The ceremony began. Sam wore a dark navy suit and walked down the aisle with some pep in his step. At the altar, he waited awkwardly for production to bring out his bride. His parents had abstained from taking part in the show, but 20 of his friends and about the same of her family waited eagerly for her to arrive. They seemed genuinely joyful, just as they would be if this were a real wedding. If anyone else was as shocked as I was, they hid it well. Not a single person knew I was more than just a regular friend.
Then Mystery Woman came out, wearing a gorgeous white dress, her hair pinned up with pearls. I watched her walk down the aisle toward him, giggling. She was pretty and beaming. She looked so happy. For a moment, I actually thought she was walking toward the love of her life.
As she joined him at the altar, they clumsily took each other’s hands and sneaked glances as the hired officiant read off facts about each of them, in turn. When the ceremony concluded, they awkwardly turned toward each other and shared a quick peck. They, too, must have been in shock. For their first dance, the producers chose my favorite song.

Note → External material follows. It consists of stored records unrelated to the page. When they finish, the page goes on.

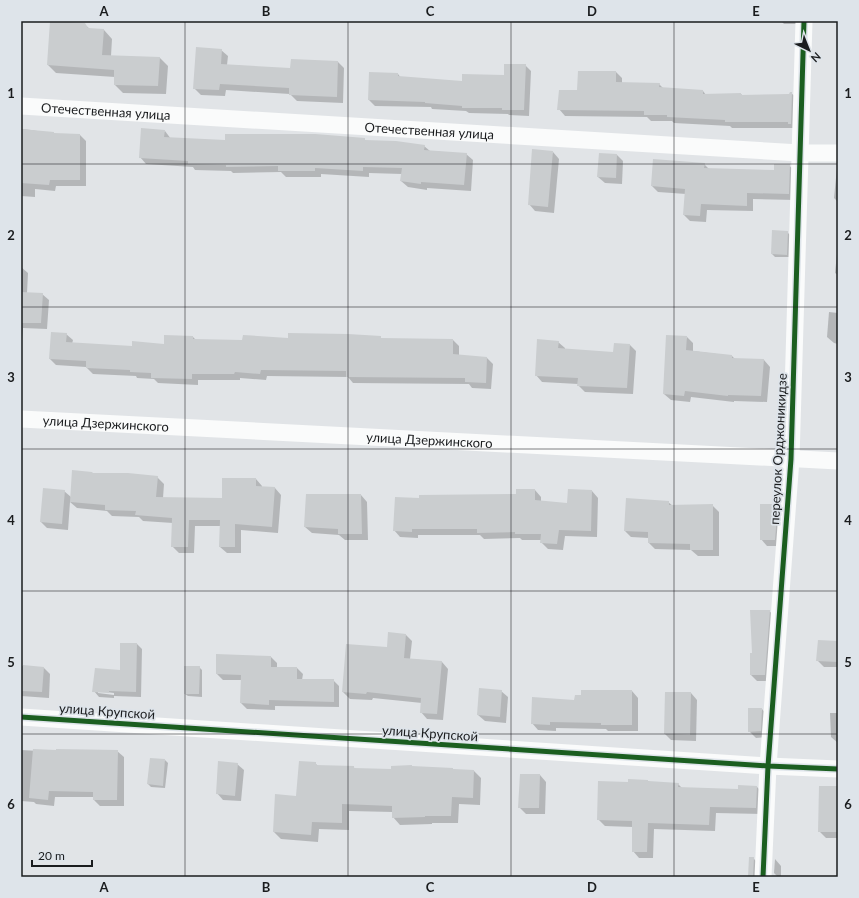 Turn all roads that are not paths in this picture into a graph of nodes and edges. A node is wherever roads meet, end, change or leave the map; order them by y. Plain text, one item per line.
1 (804, 21) edge
2 (21, 106) edge
3 (800, 153) junction
4 (838, 153) edge
5 (21, 419) edge
6 (791, 459) junction
7 (838, 461) edge
8 (21, 717) edge
9 (768, 766) junction
10 (838, 769) edge
11 (763, 877) edge

1 - 3 street, переулок Орджоникидзе
2 - 3 street, Отечественная улица
3 - 4 street, Отечественная улица
3 - 6 street, переулок Орджоникидзе
5 - 6 street, улица Дзержинского
6 - 7 street, улица Дзержинского
6 - 9 street, переулок Орджоникидзе
8 - 9 street, улица Крупской
9 - 10 street, улица Крупской
9 - 11 street, переулок Орджоникидзе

As Sam and his new bride swayed to Stand by Me, I sat there drinking a cocktail, laughing at the absurdity of it all.
They lived together for the contractually obligated month after the wedding, but when I checked in with him afterward, he texted me that their chemistry was sparse, and that there was no attraction between them. (I’m guessing it had more to do with the setting than her looks.) They didn’t last a day past shooting. According to him, they broke it off amicably, and neither party was surprised.
About a year later, the show came out. I only made it through a couple of episodes. I cringed watching it almost as much as I did experiencing it—turns out the secondhand embarrassment is way worse when one of the contestants ghosted you. When I was finally able to tell my friends about it, they, too, were dismayed, but assured me that his decision said less about me than my taste in men. We laughed at how ridiculous it all was.
In a weird twist of fate, the producers of the show decided to make Sam out to be the villain of the season, which, in his defense, was unwarranted. The edit suggested he was gaslighting her with affection while privately confessing his lack of attraction to cameras, leaving her oblivious. From what he told me during filming, their communication was honest and the disconnect mutual. But when the show aired, viewers only got the doctored story. Sam was berated on social media and in grocery stores. For months, the internet hated him.
I guess that text I sent him on his wedding night wasn’t so accurate, after all.